(MATERIAL FOR THE TASK)

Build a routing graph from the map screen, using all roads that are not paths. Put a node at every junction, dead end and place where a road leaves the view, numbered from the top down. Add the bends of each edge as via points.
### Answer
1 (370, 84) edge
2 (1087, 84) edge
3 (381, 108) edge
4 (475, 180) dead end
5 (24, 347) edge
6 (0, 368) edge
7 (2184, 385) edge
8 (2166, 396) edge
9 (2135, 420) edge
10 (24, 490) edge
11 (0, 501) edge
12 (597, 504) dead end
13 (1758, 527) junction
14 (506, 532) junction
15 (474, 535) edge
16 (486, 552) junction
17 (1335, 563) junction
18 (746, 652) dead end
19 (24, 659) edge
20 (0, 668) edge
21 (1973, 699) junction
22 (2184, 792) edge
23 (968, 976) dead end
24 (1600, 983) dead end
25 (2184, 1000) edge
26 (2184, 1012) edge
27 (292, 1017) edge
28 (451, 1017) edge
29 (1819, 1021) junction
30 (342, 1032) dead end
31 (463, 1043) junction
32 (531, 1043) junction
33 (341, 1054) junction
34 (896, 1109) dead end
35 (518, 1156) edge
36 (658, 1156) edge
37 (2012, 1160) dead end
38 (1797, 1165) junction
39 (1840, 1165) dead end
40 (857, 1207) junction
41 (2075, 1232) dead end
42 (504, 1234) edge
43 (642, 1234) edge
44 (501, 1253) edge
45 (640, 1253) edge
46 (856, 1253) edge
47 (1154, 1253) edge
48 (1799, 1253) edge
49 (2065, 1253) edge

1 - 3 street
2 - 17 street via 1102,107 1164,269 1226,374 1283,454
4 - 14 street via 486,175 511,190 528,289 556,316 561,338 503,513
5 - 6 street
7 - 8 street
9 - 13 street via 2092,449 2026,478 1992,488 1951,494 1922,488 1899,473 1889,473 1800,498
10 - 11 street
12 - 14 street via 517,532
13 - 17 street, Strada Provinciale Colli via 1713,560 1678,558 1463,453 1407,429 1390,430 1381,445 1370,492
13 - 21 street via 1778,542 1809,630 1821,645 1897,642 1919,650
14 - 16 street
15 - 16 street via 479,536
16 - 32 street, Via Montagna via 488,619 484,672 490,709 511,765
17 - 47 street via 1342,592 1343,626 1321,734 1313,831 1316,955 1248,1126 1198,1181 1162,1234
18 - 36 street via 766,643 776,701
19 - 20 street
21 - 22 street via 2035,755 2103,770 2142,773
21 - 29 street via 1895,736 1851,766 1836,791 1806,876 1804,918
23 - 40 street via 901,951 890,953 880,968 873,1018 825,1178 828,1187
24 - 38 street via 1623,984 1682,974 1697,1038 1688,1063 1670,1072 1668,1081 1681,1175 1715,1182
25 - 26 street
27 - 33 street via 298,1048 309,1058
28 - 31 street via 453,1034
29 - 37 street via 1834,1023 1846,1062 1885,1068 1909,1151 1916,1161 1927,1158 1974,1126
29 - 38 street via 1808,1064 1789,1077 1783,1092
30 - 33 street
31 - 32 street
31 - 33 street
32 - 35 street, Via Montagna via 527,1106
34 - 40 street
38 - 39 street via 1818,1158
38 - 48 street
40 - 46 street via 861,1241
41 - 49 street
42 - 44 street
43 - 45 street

(End MATERIAL FOR THE TASK)

◆ TASK TO COMPLETE:
Give back each record, exactly as it reads.

◆ OUTPUT FOR THIS EXERCISE:
Build a routing graph from the map screen, using all roads that are not paths. Put a node at every junction, dead end and place where a road leaves the view, numbered from the top down. Add the bends of each edge as via points.
### Answer
1 (370, 84) edge
2 (1087, 84) edge
3 (381, 108) edge
4 (475, 180) dead end
5 (24, 347) edge
6 (0, 368) edge
7 (2184, 385) edge
8 (2166, 396) edge
9 (2135, 420) edge
10 (24, 490) edge
11 (0, 501) edge
12 (597, 504) dead end
13 (1758, 527) junction
14 (506, 532) junction
15 (474, 535) edge
16 (486, 552) junction
17 (1335, 563) junction
18 (746, 652) dead end
19 (24, 659) edge
20 (0, 668) edge
21 (1973, 699) junction
22 (2184, 792) edge
23 (968, 976) dead end
24 (1600, 983) dead end
25 (2184, 1000) edge
26 (2184, 1012) edge
27 (292, 1017) edge
28 (451, 1017) edge
29 (1819, 1021) junction
30 (342, 1032) dead end
31 (463, 1043) junction
32 (531, 1043) junction
33 (341, 1054) junction
34 (896, 1109) dead end
35 (518, 1156) edge
36 (658, 1156) edge
37 (2012, 1160) dead end
38 (1797, 1165) junction
39 (1840, 1165) dead end
40 (857, 1207) junction
41 (2075, 1232) dead end
42 (504, 1234) edge
43 (642, 1234) edge
44 (501, 1253) edge
45 (640, 1253) edge
46 (856, 1253) edge
47 (1154, 1253) edge
48 (1799, 1253) edge
49 (2065, 1253) edge

1 - 3 street
2 - 17 street via 1102,107 1164,269 1226,374 1283,454
4 - 14 street via 486,175 511,190 528,289 556,316 561,338 503,513
5 - 6 street
7 - 8 street
9 - 13 street via 2092,449 2026,478 1992,488 1951,494 1922,488 1899,473 1889,473 1800,498
10 - 11 street
12 - 14 street via 517,532
13 - 17 street, Strada Provinciale Colli via 1713,560 1678,558 1463,453 1407,429 1390,430 1381,445 1370,492
13 - 21 street via 1778,542 1809,630 1821,645 1897,642 1919,650
14 - 16 street
15 - 16 street via 479,536
16 - 32 street, Via Montagna via 488,619 484,672 490,709 511,765
17 - 47 street via 1342,592 1343,626 1321,734 1313,831 1316,955 1248,1126 1198,1181 1162,1234
18 - 36 street via 766,643 776,701
19 - 20 street
21 - 22 street via 2035,755 2103,770 2142,773
21 - 29 street via 1895,736 1851,766 1836,791 1806,876 1804,918
23 - 40 street via 901,951 890,953 880,968 873,1018 825,1178 828,1187
24 - 38 street via 1623,984 1682,974 1697,1038 1688,1063 1670,1072 1668,1081 1681,1175 1715,1182
25 - 26 street
27 - 33 street via 298,1048 309,1058
28 - 31 street via 453,1034
29 - 37 street via 1834,1023 1846,1062 1885,1068 1909,1151 1916,1161 1927,1158 1974,1126
29 - 38 street via 1808,1064 1789,1077 1783,1092
30 - 33 street
31 - 32 street
31 - 33 street
32 - 35 street, Via Montagna via 527,1106
34 - 40 street
38 - 39 street via 1818,1158
38 - 48 street
40 - 46 street via 861,1241
41 - 49 street
42 - 44 street
43 - 45 street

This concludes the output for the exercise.